The well-known bathroom break that follows the morning coffee is prob­ably caused both by a direct effect on the kidneys and by effects in the brain. There are adenosine receptors in the kidneys and caffeine acts on these, causing effects similar to those of diuretics, which increase urine production. Caffeine may also slow the release of an antidiuretic hormone from the brain that normally slows urine production.

THE DIGESTIVE SYSTEM

In coffee drinkers, the acids, oils, and caffeine can all irritate the stomach lining and promote secretion of acid, leading to gastritis (inflammation of the stomach). However, caffeine may not be the major villain, as decaf­feinated coffee has effects almost as great as caffeine-containing coffee. Although coffee was once blamed for ulcers, the primary cause of ulcers is now thought to be bacteria (Helicobacter pylori). Irritating agents like cof­fee and aspirin can contribute to the process by damaging the protective mucous lining of the stomach walls, but they probably don't cause ulcers on their own. In some individuals, caffeine in coffee can promote the reflux of stomach acid into the throat, resulting in painful heartburn.

THE RESPIRATORY SYSTEM

Caffeine and similar drugs have two quite separate effects on breathing.

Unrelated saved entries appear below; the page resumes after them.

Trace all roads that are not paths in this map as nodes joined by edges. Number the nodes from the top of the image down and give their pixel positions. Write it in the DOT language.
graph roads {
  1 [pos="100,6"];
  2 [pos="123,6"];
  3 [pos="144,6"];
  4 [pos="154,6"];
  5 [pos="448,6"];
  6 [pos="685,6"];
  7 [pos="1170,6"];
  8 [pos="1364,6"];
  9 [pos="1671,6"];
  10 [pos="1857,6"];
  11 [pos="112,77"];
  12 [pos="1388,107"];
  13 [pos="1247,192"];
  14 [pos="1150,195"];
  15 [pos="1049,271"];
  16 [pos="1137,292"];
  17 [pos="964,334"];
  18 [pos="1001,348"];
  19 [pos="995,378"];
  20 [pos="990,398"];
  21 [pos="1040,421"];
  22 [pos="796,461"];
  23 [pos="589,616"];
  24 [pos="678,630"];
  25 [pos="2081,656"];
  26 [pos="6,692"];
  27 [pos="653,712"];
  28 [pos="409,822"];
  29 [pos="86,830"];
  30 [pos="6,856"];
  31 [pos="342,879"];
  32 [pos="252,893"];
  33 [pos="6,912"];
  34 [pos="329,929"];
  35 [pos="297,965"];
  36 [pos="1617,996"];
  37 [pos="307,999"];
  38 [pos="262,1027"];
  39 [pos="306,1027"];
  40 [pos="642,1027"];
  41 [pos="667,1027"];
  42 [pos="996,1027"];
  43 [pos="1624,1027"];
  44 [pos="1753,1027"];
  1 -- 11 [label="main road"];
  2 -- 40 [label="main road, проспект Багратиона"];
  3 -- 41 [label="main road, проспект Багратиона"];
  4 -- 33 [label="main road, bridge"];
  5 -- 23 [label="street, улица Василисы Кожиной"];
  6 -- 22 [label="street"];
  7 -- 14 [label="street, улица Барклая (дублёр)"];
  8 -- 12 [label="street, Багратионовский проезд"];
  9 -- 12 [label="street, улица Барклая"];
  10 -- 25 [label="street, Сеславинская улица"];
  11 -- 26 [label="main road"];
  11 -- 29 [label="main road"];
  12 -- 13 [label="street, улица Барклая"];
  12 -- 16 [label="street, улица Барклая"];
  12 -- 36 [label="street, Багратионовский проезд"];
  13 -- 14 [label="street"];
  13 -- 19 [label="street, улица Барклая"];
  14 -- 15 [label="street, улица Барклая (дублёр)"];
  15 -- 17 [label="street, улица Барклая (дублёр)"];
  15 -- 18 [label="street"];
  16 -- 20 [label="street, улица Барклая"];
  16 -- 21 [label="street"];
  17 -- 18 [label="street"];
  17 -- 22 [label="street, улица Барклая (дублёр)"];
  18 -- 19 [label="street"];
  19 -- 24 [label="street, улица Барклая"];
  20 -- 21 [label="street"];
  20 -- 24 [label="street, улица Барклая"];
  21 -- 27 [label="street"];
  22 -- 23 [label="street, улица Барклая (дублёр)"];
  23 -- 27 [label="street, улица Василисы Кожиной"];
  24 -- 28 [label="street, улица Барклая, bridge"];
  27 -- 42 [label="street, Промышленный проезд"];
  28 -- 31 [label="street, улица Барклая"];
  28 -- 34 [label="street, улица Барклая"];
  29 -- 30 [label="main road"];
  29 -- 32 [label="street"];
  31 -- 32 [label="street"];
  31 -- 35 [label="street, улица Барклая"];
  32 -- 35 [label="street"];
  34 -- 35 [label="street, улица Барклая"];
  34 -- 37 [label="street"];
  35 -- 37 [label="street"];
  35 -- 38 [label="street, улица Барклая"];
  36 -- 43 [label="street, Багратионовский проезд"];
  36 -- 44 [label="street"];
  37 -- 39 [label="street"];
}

The first was already mentioned: they stimulate the rate of breathing. The ophylline is sometimes used in treating premature infants with breathing problems. Xanthines also relax the smooth muscle in the bronchioles that take air into the lungs. This is very helpful in treating asthma, a disease in which breathing difficulties arise because these tubes constrict. Theophyl­line was used widely in the past to treat asthma and is still sometimes used today. However, concerns about side effects (restlessness, stomach upset) and the development of more effective treatments have diminished its use.

THE REPRODUCTIVE SYSTEM

Although studies in humans have not confirmed a link between caffeine consumption and birth defects, some studies report that babies born to women who used caffeine during pregnancy have lower birth weights. There is also some evidence that caffeine consumption (equivalent to more than one cup of coffee per day) can significantly reduce the chances of a woman becoming pregnant. Finally, there have been contradictory findings about the association between caffeine use and fibrocystic breast disease and eventual development of breast cancer. All of these associa­tions are questionable, and most studies do not support an association with the development of breast cancer.

THE EYES

Caffeine causes the tiny blood vessels in the eyes to constrict (become narrower) and thus decreases the flow of nutrients to the cells within the eyes and the clearing of waste products.